The sense of acoustic space has an important role to play too, and on the face of it the easiest way to bring a vocal upfront might seem to be mixing it totally dry, the psychological suggestion being that the singer’s direct sound can totally eclipse their reflected sound only if they’re standing right by your ear. While many productions have adopted this policy, it sounds a bit stark for pop ballads, and you can actually achieve a similarly upfront vocal presentation even when you’re using long-tail delay/reverb effects in your mix, so long as you clearly separate the vocal’s dry and wet signals. The concept here is that if you use your effects to sketch the contours of some vast acoustic expanse, but still place the dry vocal right next to the listener, the depth contrast enhances the singer’s sense of nearness. To pull this off, your effects therefore need to sound as distant as possible: dulled as if by environmental/air absorption; lacking in transients and lyric intelligibility by virtue of a complex and recirculating pattern of reflections; slow to follow the dry signal, implying that the nearest reflective surfaces are a long way away; and perhaps including a couple of slightly more distinct echoes to hint at large solid boundaries somewhere in the distance. In other words, exactly the kind of effect on Pink’s voice here!

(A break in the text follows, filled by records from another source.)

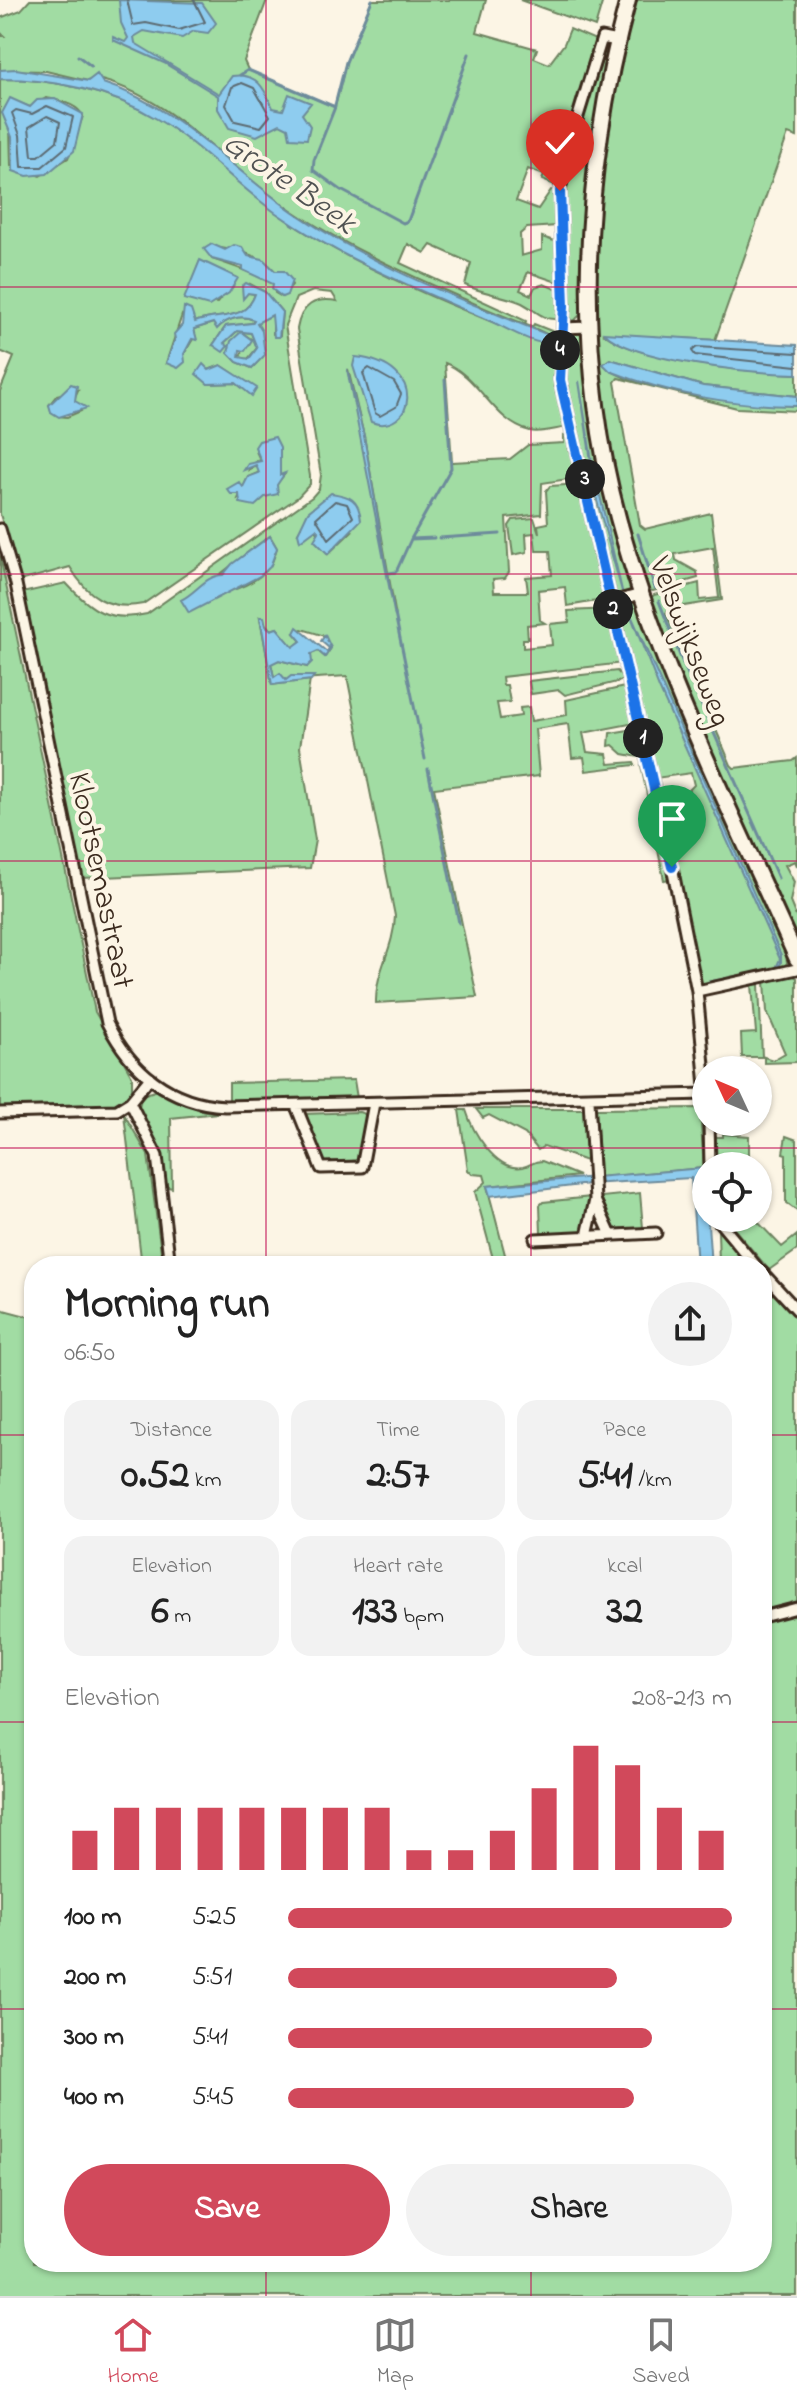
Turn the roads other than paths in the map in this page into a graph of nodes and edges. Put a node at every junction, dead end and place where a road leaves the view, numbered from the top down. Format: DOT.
graph roads {
  1 [pos="628,0"];
  2 [pos="617,41"];
  3 [pos="589,327"];
  4 [pos="563,328"];
  5 [pos="0,529"];
  6 [pos="641,594"];
  7 [pos="612,602"];
  8 [pos="797,959"];
  9 [pos="797,969"];
  10 [pos="697,991"];
  11 [pos="703,1056"];
  12 [pos="149,1079"];
  13 [pos="692,1095"];
  14 [pos="589,1100"];
  15 [pos="130,1102"];
  16 [pos="374,1103"];
  17 [pos="296,1106"];
  18 [pos="0,1113"];
  19 [pos="595,1200"];
  20 [pos="728,1232"];
  21 [pos="656,1233"];
  22 [pos="611,1235"];
  23 [pos="587,1236"];
  24 [pos="535,1239"];
  25 [pos="169,1256"];
  26 [pos="748,1256"];
  27 [pos="772,1283"];
  28 [pos="797,1310"];
  29 [pos="797,1608"];
  30 [pos="772,1614"];
  1 -- 2 [label="main road, Velswijkseweg"];
  2 -- 3 [label="main road, Velswijkseweg"];
  2 -- 4 [label="street"];
  3 -- 4 [label="street"];
  3 -- 6 [label="main road, Velswijkseweg"];
  4 -- 7 [label="street"];
  5 -- 12 [label="street, Klootsemastraat"];
  6 -- 7 [label="street"];
  6 -- 8 [label="main road, Velswijkseweg"];
  7 -- 10 [label="street"];
  9 -- 10 [label="street"];
  10 -- 11 [label="street"];
  12 -- 15 [label="street"];
  12 -- 17 [label="street, Klootsemastraat"];
  13 -- 14 [label="street, Klootsemastraat"];
  14 -- 16 [label="street, Klootsemastraat"];
  14 -- 19 [label="street"];
  15 -- 18 [label="street"];
  15 -- 25 [label="street"];
  16 -- 17 [label="street, Klootsemastraat"];
  16 -- 17 [label="street"];
  19 -- 22 [label="street"];
  19 -- 23 [label="street"];
  20 -- 26 [label="street"];
  21 -- 22 [label="street"];
  22 -- 23 [label="street"];
  23 -- 24 [label="street"];
  27 -- 28 [label="street"];
  29 -- 30 [label="street"];
}
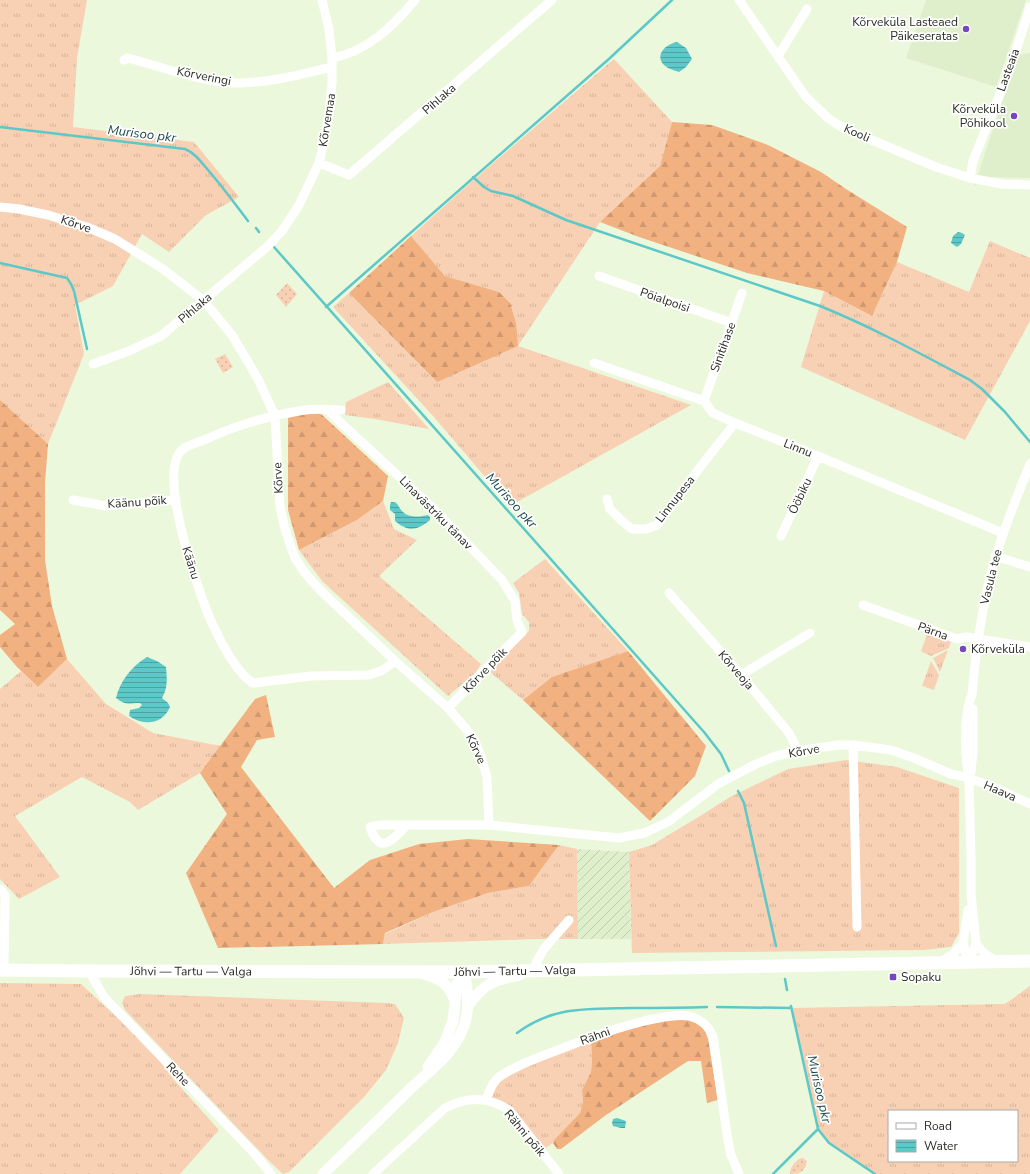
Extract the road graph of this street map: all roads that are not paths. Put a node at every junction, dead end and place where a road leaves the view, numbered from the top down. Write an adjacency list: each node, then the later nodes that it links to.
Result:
1 (322, 0): 9 (street, Kõrvemaa)
2 (415, 0): 9 (street, Kõrveringi)
3 (552, 0): 10 (street, Pihlaka)
4 (739, 0): 7 (street, Kooli)
5 (1030, 7): 11 (street, Lasteaia)
6 (807, 9): 7 (street)
7 (778, 56): 11 (street, Kooli)
8 (124, 60): 9 (street, Kõrveringi)
9 (332, 62): 10 (street, Kõrvemaa)
10 (319, 163): 14 (street, Kõrvemaa)
11 (970, 178): 12 (street, Kooli)
12 (1030, 185)
13 (0, 207): 17 (street, Kõrve)
14 (282, 231): 17 (street, Pihlaka)
15 (599, 276): 18 (street, Pöialpoisi)
16 (742, 293): 18 (street, Sinitihase)
17 (204, 301): 20 (street, Pihlaka); 24 (street, Kõrve)
18 (732, 323): 21 (street, Sinitihase)
19 (594, 363): 21 (street, Linnu)
20 (93, 364)
21 (704, 401): 25 (street, Linnu)
22 (326, 410): 23 (street, Käänu); 24 (street, Käänu); 37 (street, Linavästriku tänav)
23 (341, 410)
24 (275, 416): 30 (street, Käänu); 41 (street, Kõrve)
25 (734, 423): 26 (street, Linnu); 28 (street, Linnupesa)
26 (818, 456): 31 (street, Linnu); 32 (street, Ööbiku)
27 (1030, 464): 31 (street, Vasula tee)
28 (607, 499)
29 (73, 500): 30 (street, Käänu põik)
30 (176, 500): 41 (street, Käänu)
31 (1003, 533): 33 (street, Vasula tee)
32 (781, 536)
33 (996, 556): 34 (street); 39 (street, Vasula tee)
34 (1030, 567)
35 (669, 593): 42 (street, Kõrveoja)
36 (863, 605): 39 (street, Pärna)
37 (522, 632): 43 (street, Kõrve põik)
38 (810, 633): 42 (street)
39 (977, 639): 40 (street, Pärna); 46 (street, Vasula tee)
40 (1029, 644)
41 (395, 661): 43 (street, Kõrve)
42 (741, 675): 45 (street, Kõrveoja)
43 (448, 708): 49 (street, Kõrve)
44 (854, 745): 45 (street, Kõrve); 46 (street, Kõrve); 53 (street)
45 (798, 750): 49 (street, Kõrve)
46 (969, 779): 47 (street, Haava); 51 (street, Vasula tee)
47 (1030, 804)
48 (407, 825): 48 (street, Kõrve); 49 (street, Kõrve)
49 (489, 825)
50 (0, 889): 60 (street)
51 (971, 893): 54 (street, Vasula tee); 55 (street, Vasula tee)
52 (570, 920): 63 (street)
53 (857, 927)
54 (963, 943): 56 (street, Vasula tee); 59 (street)
55 (976, 944): 56 (street, Vasula tee); 57 (street)
56 (969, 961): 57 (highway, Jõhvi — Tartu — Valga); 59 (highway, Jõhvi — Tartu — Valga)
57 (996, 961): 58 (highway, Jõhvi — Tartu — Valga)
58 (1030, 961)
59 (940, 962): 63 (highway, Jõhvi — Tartu — Valga)
60 (2, 970): 61 (highway, Jõhvi — Tartu — Valga)
61 (90, 971): 62 (highway, Jõhvi — Tartu — Valga); 69 (street, Rehe)
62 (414, 971): 64 (highway, Jõhvi — Tartu — Valga); 65 (main road)
63 (537, 971): 64 (highway, Jõhvi — Tartu — Valga); 66 (main road)
64 (464, 972): 65 (main road); 66 (main road)
65 (455, 1000): 67 (main road)
66 (468, 1006): 67 (main road)
67 (416, 1084): 70 (main road)
68 (486, 1100): 71 (street); 72 (street, Rähni põik); 73 (street, Rähni)
69 (271, 1174)
70 (323, 1174)
71 (373, 1174)
72 (559, 1174)
73 (739, 1174)

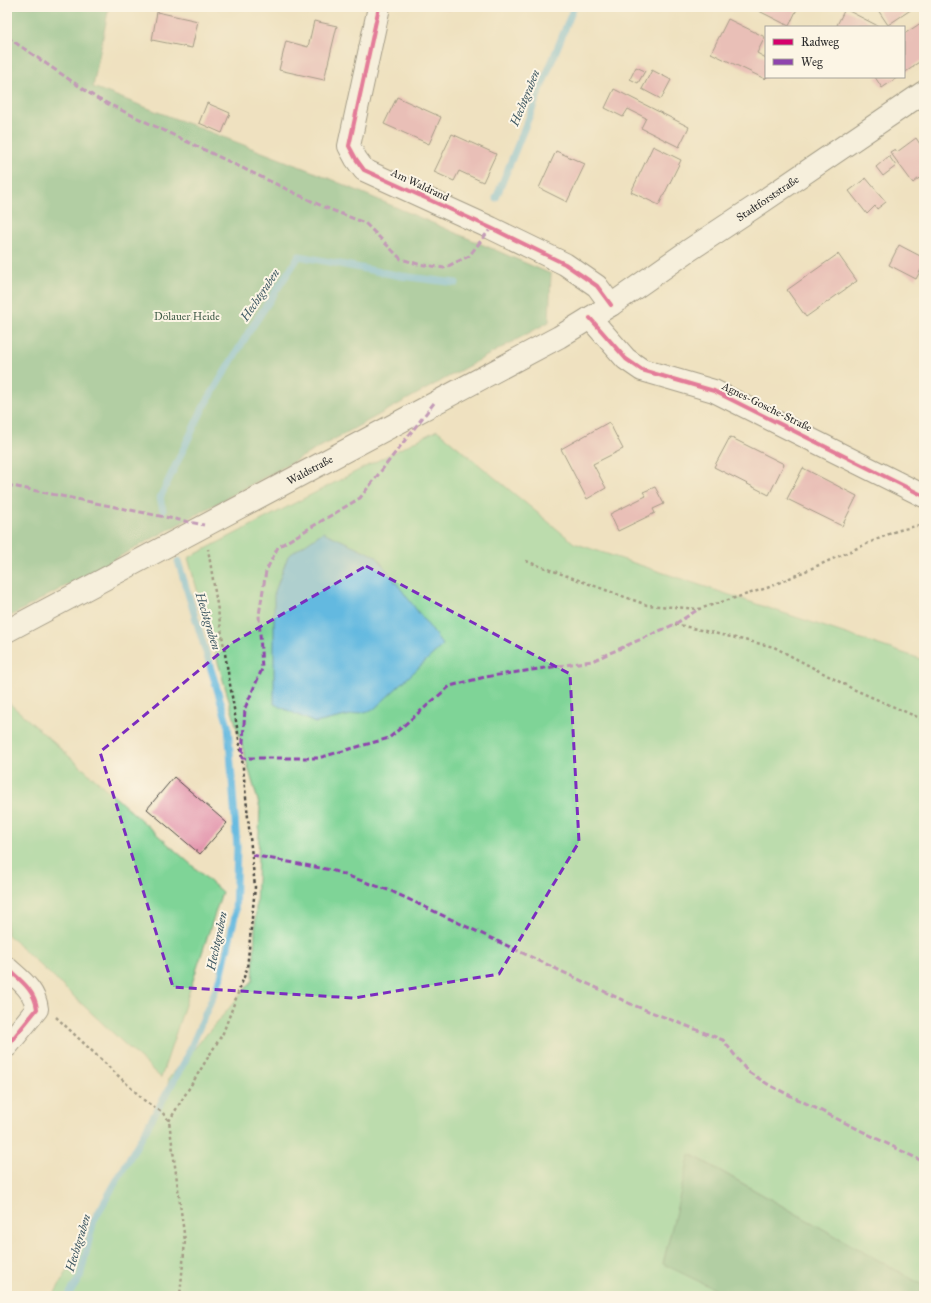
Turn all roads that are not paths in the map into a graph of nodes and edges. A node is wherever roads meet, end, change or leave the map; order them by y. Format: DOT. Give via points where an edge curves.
graph roads {
  1 [pos="379,7"];
  2 [pos="924,92"];
  3 [pos="611,305"];
  4 [pos="590,318"];
  5 [pos="924,496"];
  6 [pos="7,630"];
  7 [pos="7,968"];
  8 [pos="7,1046"];
  1 -- 3 [label="main road, Am Waldrand" via="349,146 364,170 565,264 597,286"];
  2 -- 3 [label="main road, Stadtforststraße"];
  3 -- 4 [label="main road, Waldstraße"];
  4 -- 5 [label="main road, Agnes-Gosche-Straße" via="626,359 642,370 714,391"];
  4 -- 6 [label="main road, Waldstraße" via="559,337"];
  7 -- 8 [label="main road" via="30,989 37,1004"];
}
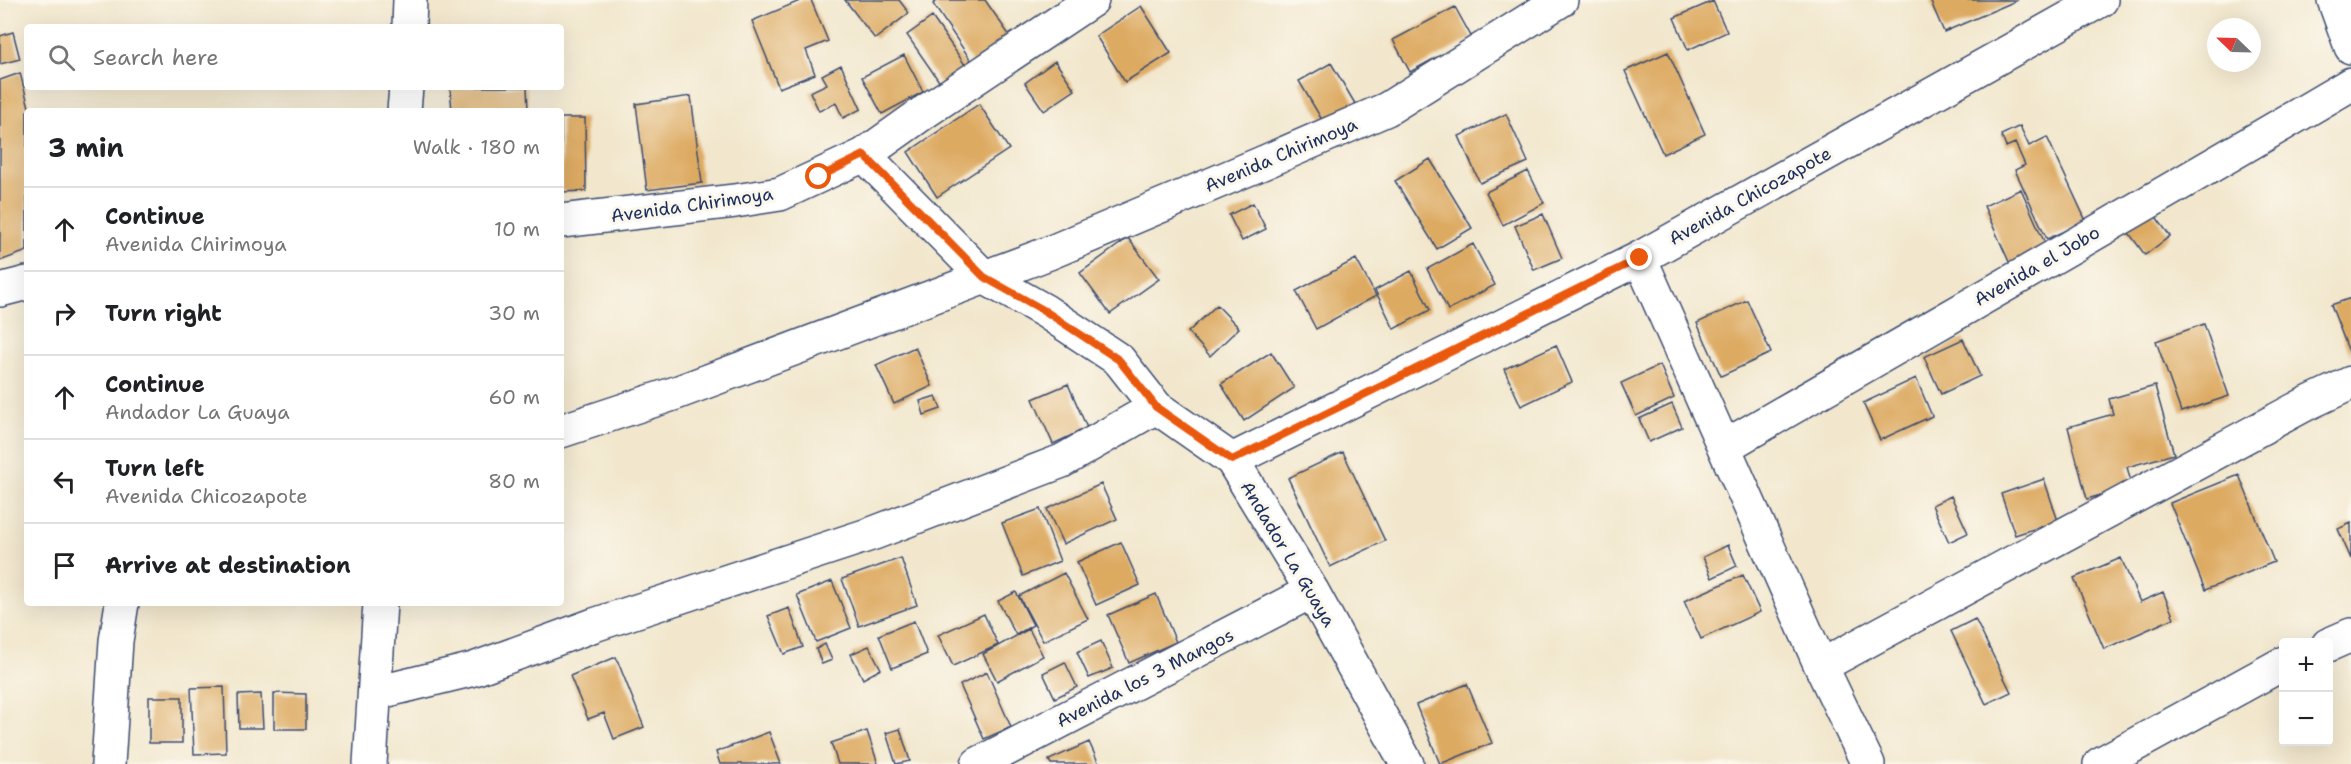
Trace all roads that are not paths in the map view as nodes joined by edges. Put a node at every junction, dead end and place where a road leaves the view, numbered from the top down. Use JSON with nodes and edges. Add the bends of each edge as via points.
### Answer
{"nodes":[{"id":1,"x":410,"y":0,"type":"edge"},
{"id":2,"x":1092,"y":0,"type":"edge"},
{"id":3,"x":1562,"y":0,"type":"edge"},
{"id":4,"x":2101,"y":0,"type":"edge"},
{"id":5,"x":2334,"y":0,"type":"edge"},
{"id":6,"x":409,"y":24,"type":"edge"},
{"id":7,"x":2351,"y":47,"type":"edge"},
{"id":8,"x":2351,"y":84,"type":"edge"},
{"id":9,"x":406,"y":90,"type":"edge"},
{"id":10,"x":405,"y":108,"type":"edge"},
{"id":11,"x":864,"y":155,"type":"junction"},
{"id":12,"x":564,"y":221,"type":"edge"},
{"id":13,"x":1640,"y":258,"type":"junction"},
{"id":14,"x":984,"y":277,"type":"junction"},
{"id":15,"x":24,"y":284,"type":"edge"},
{"id":16,"x":0,"y":290,"type":"edge"},
{"id":17,"x":2351,"y":383,"type":"edge"},
{"id":18,"x":1156,"y":407,"type":"junction"},
{"id":19,"x":564,"y":430,"type":"edge"},
{"id":20,"x":1724,"y":447,"type":"junction"},
{"id":21,"x":1232,"y":460,"type":"junction"},
{"id":22,"x":1312,"y":591,"type":"junction"},
{"id":23,"x":122,"y":606,"type":"edge"},
{"id":24,"x":380,"y":606,"type":"edge"},
{"id":25,"x":2351,"y":635,"type":"edge"},
{"id":26,"x":2333,"y":643,"type":"edge"},
{"id":27,"x":2279,"y":665,"type":"edge"},
{"id":28,"x":1821,"y":666,"type":"junction"},
{"id":29,"x":376,"y":693,"type":"junction"},
{"id":30,"x":108,"y":764,"type":"edge"},
{"id":31,"x":369,"y":764,"type":"edge"},
{"id":32,"x":978,"y":764,"type":"edge"},
{"id":33,"x":1407,"y":764,"type":"edge"},
{"id":34,"x":1868,"y":764,"type":"edge"},
{"id":35,"x":2100,"y":764,"type":"edge"}],
"edges":[{"from":1,"to":6,"type":"street"},
{"from":2,"to":11,"type":"street","name":"Avenida Chirimoya"},
{"from":3,"to":14,"type":"street","name":"Avenida Chirimoya","via":[[1387,109],[1060,249]]},
{"from":4,"to":13,"type":"street","name":"Avenida Chicozapote"},
{"from":5,"to":7,"type":"street"},
{"from":8,"to":20,"type":"street","name":"Avenida el Jobo"},
{"from":9,"to":10,"type":"street"},
{"from":11,"to":12,"type":"street","name":"Avenida Chirimoya","via":[[780,194]]},
{"from":11,"to":14,"type":"street","name":"Andador La Guaya"},
{"from":13,"to":20,"type":"street"},
{"from":13,"to":21,"type":"street","name":"Avenida Chicozapote"},
{"from":14,"to":18,"type":"street","name":"Andador La Guaya","via":[[1119,360]]},
{"from":14,"to":19,"type":"street","name":"Avenida Chirimoya","via":[[676,393]]},
{"from":15,"to":16,"type":"street"},
{"from":17,"to":28,"type":"street"},
{"from":18,"to":21,"type":"street","name":"Andador La Guaya"},
{"from":18,"to":29,"type":"street","via":[[1062,461],[874,533],[594,625],[474,669]]},
{"from":20,"to":28,"type":"street"},
{"from":21,"to":22,"type":"street","name":"Andador La Guaya"},
{"from":22,"to":32,"type":"street","name":"Avenida los 3 Mangos"},
{"from":22,"to":33,"type":"street","name":"Andador La Guaya"},
{"from":23,"to":30,"type":"street"},
{"from":24,"to":29,"type":"street"},
{"from":25,"to":26,"type":"street"},
{"from":27,"to":35,"type":"street"},
{"from":28,"to":34,"type":"street"},
{"from":29,"to":31,"type":"street"}]}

Stereo widening treatments are also often used to simulate the acoustic reality that a singer standing right in front of you will sound perceptually broader than one standing further away. This is the facet of Pink’s vocal effects that I find most striking, as the widening treatment is pretty strong — just hit the mono button and you’ll hear what I mean! Soloing the Sides signal reveals tuning impurities which suggest that some variation on the classic Harmonizer-style pitch-shifted delay patch is at work in this case. (For full details of how to set this up, check out this ‘How Can I Achieve A Wider Vocal Sound’ Q&A response I wrote for Sound On Sound magazine.)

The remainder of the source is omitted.